Две недели тому назад Мотор вызвал меня к себе… Я, знаешь ли, откровенно говоря, труса спраздновал: зовут к директору, зачем зовут? Пошел. Вижу — встречает торжественный и письмо в руках.
— Вот, говорит, Флуг, дело вас касается. Другим я не предложу, потому как другие в университет пойдут, а вам, евреям, туда доступ труднее… А я себе думаю… — Почему же мне и не попасть, если я на экзамене на пятерках выпрыгну? Однако, молчу. Пусть его себе говорит на здоровье. Он и заговорил. Тут, говорит, письмо одно я получил. Помещик один из своего имения из глуши пишет. Предлагает двух мальчиков готовить, на три года по контракту… По тысяче рублей в год, a полторы тысячи сейчас, вперед дает. Вы, говорит, не гнушайтесь этим местом, место хорошее. И три тысячи гонорара и часть денег вперед. Прочел я письмо, а Мотор опять заводит:
— Что же, говорит, согласны?
А я себе думаю:
— Дурак человек, кто от своего счастья откажется — от университета ускользнет… Ведь это земля Ханаанская…
— Нет, говорю, Вадим Всеволодович, я не согласен… Попытаю свое счастье… с университетом, авось попаду.

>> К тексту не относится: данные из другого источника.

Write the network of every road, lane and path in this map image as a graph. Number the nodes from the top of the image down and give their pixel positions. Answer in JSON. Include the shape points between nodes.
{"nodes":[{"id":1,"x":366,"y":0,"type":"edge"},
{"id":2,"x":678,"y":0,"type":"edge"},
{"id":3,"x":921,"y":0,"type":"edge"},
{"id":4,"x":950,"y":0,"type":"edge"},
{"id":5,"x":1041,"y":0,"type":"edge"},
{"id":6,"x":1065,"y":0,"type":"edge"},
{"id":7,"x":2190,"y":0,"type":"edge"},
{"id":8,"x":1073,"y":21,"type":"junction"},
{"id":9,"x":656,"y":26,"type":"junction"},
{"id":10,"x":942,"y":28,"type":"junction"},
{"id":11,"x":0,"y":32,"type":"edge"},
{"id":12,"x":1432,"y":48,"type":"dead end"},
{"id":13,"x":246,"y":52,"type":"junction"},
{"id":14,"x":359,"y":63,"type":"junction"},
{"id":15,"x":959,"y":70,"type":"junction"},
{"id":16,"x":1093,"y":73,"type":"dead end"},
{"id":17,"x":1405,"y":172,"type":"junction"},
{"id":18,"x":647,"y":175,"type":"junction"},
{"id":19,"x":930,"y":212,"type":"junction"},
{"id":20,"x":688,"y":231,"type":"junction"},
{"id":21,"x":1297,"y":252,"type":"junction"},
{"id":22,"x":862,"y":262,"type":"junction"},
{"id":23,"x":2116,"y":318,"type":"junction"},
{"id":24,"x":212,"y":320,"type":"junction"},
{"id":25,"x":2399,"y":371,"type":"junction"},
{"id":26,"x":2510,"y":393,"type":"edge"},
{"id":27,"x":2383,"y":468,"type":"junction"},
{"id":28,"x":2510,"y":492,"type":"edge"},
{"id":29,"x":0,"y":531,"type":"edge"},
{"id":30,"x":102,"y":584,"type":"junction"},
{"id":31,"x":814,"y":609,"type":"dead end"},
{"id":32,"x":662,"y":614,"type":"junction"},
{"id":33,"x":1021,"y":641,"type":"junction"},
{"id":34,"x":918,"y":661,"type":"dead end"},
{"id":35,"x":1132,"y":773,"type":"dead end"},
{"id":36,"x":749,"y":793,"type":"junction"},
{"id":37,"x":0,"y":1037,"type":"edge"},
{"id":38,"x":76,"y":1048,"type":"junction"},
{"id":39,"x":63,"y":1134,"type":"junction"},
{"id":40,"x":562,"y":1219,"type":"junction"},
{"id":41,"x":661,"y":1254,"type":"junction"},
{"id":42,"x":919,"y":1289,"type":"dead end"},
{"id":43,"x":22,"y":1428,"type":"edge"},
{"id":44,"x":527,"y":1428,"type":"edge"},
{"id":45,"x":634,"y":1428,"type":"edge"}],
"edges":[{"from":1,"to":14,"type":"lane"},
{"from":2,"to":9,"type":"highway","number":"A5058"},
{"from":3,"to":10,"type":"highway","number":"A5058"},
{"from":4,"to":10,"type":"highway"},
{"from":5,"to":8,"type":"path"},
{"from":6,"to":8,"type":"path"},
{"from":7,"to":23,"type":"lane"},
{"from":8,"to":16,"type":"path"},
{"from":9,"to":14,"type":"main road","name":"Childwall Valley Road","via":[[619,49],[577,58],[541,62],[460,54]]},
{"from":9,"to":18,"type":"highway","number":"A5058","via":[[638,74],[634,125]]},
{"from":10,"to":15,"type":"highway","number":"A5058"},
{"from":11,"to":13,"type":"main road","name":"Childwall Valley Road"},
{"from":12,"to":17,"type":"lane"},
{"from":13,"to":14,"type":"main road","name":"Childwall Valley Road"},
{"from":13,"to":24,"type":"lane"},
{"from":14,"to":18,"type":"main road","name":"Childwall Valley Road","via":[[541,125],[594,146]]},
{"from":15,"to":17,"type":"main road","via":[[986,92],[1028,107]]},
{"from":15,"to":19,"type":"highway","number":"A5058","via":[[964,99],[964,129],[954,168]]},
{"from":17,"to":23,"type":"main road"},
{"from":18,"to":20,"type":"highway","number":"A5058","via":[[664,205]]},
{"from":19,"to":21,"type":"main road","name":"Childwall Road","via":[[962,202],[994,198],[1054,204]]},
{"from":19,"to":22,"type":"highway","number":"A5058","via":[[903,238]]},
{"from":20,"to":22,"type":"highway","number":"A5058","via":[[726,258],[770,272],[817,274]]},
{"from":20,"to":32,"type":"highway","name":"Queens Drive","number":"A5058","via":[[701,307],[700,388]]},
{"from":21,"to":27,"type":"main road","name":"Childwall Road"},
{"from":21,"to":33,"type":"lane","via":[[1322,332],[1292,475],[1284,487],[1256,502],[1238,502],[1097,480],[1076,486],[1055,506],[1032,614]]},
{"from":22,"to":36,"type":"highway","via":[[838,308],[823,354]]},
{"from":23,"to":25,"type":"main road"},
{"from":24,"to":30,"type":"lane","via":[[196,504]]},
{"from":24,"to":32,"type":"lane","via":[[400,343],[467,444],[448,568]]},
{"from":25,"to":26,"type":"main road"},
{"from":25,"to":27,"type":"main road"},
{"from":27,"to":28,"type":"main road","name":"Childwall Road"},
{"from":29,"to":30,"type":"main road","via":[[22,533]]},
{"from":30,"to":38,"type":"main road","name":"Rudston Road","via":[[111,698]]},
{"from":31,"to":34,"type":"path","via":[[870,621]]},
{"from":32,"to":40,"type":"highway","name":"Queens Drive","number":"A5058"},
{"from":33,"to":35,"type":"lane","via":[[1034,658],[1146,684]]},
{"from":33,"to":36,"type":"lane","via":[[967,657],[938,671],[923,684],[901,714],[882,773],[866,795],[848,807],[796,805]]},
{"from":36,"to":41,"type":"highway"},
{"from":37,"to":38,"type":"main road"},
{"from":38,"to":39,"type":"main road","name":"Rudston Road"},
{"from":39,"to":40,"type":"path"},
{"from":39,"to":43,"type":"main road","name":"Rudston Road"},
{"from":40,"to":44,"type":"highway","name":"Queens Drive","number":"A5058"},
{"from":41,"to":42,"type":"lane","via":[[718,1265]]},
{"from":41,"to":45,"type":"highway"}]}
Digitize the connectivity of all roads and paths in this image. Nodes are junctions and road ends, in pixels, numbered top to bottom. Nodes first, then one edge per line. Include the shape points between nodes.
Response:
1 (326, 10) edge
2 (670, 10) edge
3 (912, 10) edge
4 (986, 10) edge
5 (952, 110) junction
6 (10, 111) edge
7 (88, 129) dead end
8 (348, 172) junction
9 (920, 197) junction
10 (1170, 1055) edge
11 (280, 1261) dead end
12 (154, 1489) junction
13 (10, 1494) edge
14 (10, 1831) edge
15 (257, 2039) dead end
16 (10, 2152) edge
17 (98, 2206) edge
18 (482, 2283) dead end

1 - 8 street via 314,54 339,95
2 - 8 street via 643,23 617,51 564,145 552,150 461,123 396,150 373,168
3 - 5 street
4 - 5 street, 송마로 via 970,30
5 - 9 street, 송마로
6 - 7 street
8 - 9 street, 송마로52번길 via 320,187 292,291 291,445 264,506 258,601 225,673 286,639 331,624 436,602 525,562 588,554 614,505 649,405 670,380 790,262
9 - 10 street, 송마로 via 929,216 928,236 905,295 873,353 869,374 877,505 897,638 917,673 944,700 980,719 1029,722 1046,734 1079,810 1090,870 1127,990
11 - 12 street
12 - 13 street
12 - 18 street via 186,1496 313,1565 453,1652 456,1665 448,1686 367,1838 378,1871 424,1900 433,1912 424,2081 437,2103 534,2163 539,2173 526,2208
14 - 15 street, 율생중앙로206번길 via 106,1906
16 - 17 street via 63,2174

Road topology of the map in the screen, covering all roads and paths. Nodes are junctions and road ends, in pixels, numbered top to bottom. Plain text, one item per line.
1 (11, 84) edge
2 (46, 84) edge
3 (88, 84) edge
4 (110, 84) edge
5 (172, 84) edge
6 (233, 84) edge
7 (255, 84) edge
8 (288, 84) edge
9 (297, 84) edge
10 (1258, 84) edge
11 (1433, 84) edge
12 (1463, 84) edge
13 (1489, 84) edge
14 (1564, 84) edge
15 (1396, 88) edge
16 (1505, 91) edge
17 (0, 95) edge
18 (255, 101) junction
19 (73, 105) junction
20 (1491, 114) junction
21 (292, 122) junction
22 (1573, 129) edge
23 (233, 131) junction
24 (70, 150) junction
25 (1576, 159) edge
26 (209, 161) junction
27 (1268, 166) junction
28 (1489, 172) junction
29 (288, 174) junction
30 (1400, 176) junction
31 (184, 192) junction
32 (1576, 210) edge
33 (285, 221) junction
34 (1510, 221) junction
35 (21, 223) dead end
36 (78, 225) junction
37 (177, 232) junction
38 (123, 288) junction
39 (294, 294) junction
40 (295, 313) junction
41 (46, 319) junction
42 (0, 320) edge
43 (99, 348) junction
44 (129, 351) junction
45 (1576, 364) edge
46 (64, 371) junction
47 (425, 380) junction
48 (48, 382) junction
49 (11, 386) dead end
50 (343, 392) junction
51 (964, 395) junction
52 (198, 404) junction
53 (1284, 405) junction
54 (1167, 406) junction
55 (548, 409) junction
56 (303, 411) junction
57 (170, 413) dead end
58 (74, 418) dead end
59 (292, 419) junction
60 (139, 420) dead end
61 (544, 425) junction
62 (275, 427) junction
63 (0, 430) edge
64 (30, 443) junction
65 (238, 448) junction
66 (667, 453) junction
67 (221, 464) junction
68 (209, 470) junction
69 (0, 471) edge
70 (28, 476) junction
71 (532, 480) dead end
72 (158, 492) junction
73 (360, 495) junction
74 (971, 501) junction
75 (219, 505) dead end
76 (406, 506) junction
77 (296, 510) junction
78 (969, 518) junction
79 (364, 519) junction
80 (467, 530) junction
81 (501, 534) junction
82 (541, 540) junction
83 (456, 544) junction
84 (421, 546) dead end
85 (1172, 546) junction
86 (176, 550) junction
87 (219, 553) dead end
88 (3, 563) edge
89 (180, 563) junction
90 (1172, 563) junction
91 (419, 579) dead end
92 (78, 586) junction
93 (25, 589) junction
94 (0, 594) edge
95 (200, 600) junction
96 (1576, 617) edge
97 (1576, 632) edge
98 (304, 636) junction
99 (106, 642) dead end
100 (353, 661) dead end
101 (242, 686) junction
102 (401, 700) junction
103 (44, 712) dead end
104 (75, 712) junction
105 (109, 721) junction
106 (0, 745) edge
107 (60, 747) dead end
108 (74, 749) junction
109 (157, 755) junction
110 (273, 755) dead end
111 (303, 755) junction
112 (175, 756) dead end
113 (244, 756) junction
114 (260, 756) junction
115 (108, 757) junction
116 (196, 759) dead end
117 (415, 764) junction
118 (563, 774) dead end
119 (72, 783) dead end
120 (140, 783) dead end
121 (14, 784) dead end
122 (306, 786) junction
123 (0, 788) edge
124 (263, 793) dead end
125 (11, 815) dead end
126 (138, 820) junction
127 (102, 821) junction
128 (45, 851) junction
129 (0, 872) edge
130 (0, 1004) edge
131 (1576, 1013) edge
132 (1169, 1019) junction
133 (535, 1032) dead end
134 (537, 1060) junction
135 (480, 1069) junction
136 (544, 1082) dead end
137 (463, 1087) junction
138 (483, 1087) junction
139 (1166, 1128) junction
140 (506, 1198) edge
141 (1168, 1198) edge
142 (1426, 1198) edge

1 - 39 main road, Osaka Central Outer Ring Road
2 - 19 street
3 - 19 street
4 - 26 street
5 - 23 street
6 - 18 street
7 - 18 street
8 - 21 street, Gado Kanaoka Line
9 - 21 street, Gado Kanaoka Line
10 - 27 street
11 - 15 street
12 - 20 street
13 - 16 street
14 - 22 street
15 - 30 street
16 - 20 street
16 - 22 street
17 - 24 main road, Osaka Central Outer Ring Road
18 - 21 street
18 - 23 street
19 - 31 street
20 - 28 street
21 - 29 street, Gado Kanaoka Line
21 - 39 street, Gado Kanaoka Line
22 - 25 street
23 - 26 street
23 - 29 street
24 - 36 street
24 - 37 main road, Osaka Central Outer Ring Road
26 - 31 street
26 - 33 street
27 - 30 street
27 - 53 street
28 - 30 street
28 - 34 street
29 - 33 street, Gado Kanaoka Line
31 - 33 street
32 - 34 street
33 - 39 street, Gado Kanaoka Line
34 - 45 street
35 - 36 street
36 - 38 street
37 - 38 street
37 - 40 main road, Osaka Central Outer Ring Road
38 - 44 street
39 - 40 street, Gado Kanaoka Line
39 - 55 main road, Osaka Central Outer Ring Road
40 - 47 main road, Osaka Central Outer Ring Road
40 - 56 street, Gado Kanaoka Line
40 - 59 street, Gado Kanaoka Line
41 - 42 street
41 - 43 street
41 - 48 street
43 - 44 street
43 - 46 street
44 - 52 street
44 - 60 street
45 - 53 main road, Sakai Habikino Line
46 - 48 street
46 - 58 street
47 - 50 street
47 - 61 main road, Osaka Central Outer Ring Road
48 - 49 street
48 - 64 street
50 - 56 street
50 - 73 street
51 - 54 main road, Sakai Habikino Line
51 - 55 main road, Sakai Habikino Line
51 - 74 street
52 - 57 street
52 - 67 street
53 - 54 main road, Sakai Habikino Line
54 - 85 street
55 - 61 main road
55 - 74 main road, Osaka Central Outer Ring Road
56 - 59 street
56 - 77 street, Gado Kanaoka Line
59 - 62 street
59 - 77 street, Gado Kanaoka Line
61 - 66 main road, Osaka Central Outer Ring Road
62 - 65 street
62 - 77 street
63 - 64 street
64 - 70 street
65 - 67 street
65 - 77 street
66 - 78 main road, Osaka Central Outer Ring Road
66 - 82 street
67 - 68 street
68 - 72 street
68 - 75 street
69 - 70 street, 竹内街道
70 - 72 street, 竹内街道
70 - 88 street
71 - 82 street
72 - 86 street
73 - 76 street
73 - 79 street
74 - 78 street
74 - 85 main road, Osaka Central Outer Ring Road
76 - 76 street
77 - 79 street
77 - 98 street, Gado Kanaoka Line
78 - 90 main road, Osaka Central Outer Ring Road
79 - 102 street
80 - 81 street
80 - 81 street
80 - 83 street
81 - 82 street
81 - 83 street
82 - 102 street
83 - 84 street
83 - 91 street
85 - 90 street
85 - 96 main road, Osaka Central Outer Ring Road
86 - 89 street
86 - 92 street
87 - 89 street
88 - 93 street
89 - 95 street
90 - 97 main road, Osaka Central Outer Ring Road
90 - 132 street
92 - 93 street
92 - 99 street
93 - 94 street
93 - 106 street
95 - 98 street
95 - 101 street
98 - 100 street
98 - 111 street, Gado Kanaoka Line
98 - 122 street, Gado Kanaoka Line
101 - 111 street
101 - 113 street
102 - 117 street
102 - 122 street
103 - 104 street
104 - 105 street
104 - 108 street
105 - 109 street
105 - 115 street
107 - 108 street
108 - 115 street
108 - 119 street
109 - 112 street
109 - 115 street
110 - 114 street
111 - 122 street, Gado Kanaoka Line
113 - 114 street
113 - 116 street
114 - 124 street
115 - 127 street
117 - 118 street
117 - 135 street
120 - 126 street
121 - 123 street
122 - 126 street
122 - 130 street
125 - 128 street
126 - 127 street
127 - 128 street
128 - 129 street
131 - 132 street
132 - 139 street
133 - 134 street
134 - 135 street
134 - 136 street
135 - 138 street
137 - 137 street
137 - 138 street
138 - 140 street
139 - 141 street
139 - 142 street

А он так холодно мне в ответ.
— Как желаете… Я для вас же лучше хотел..
Это видишь ли… вы, русские, убеждены, что мы, евреи, за золото душу отдать готовы! А неправда это! Ложь! Сущая ложь!.. Еврей свое счастье понимает, и на деньги плюет, когда его счастье в другую сторону манит, — заключил Флуг, сияя своими черными прекрасными глазами.
Но Юрий Радин уже не слушал его. Он стоял, встревоженный и бледный, обратившись лицом к молодому, только что всплывшему месяцу и шептал:
— Да… да… хорошо… Флуг… отлично, Флуг!.. Все прекрасно… Я понял тебя… И Лугано будет… И Ницца, все! Я понял тебя… маленький мой Флуг… и… и… университет к шуту!.. Я беру место у помещика.
— Вот! — вырвалось счастливым возгласом из груди еврея, — полторы тысячи, ты пойми!.. Твоей матери будет достаточно на год… В Лугано можно устроиться скромно… А там… что-нибудь еще выдумаешь… A университет не пропадет… Через три года можешь поступить смело…
— Нет, Флуг, я уже не поступлю туда, милый. Три года срок огромный… Я отвыкну от книг и от ученья за этот срок! Да и некогда будет… Буду продолжать учить других, готовить мелюзгу, а сам… сам…
Юрий задохнулся… Мысль о потере университета казалась ему чудовищной и жуткой, как смерть. Флуг, казалось, видел страшную глухую борьбу в сердце своего товарища и изнывал от жалости и душевной боли за него.
Но вдруг Юрий как бы встряхнулся, выпрямился. Черные брови сомкнулись над гордыми, сияющими глазами.
— Я благословляю тебя, Флуг! — произнес он твердым голосом без малейшей в нем дрожи колебанья, — да, благословляю за твой совет… Завтра же иду к Мотору просить рекомендации на место… потому что… потому что… — Тут он задержался на минуту и произнес уже совсем новым, мягко зазвучавшим ласковым голосом:
— Потому что я страшно люблю мою мать!
Глава X
Карикатура
Учительская конференция[5] строже взглянула на дело Ренке, нежели сам директор… На совете педагогов говорили по этому поводу бурно и много. Кое-кто из учителей подал голос за полное исключение фон Ренке из гимназии. Газетная статейка с изобличением своего же товарища показалась чудовищным поступком вопиющей подлости.
Только сам Мотор, да учитель латинского языка, прозванный «Шавкой» за его раздражительный и желчно-придирчивый характер, отстаивали длинного остзейца. Шавка, единственный человек изо всей гимназии, искренне благоволил к Нэду. Причина этой симпатии была самая простая. Нэд фон Ренке знал латынь, как никто в классе, а этого было вполне достаточно, чтобы «Шавка» или Данила Дмитриевич Собачкин воспылал к усердному ученику самой сильной привязанностью. Остальные учителя, как и гимназисты, не терпели Ренке.
Он держал себя вызывающе и независимо одинаково и с равными, и с начальством. И в то же время так, что никто не мог придраться к нему. Учился Ренке великолепно. Строго исполнял все предписания начальства, но в то же время что-то снисходительно-презрительное по отношению ко всем было во всех его строго рассчитанных движениях, в белобрысом надменном лице, даже в самом костюме, казалось, преувеличенно изящном, всегда новеньком и дорогом.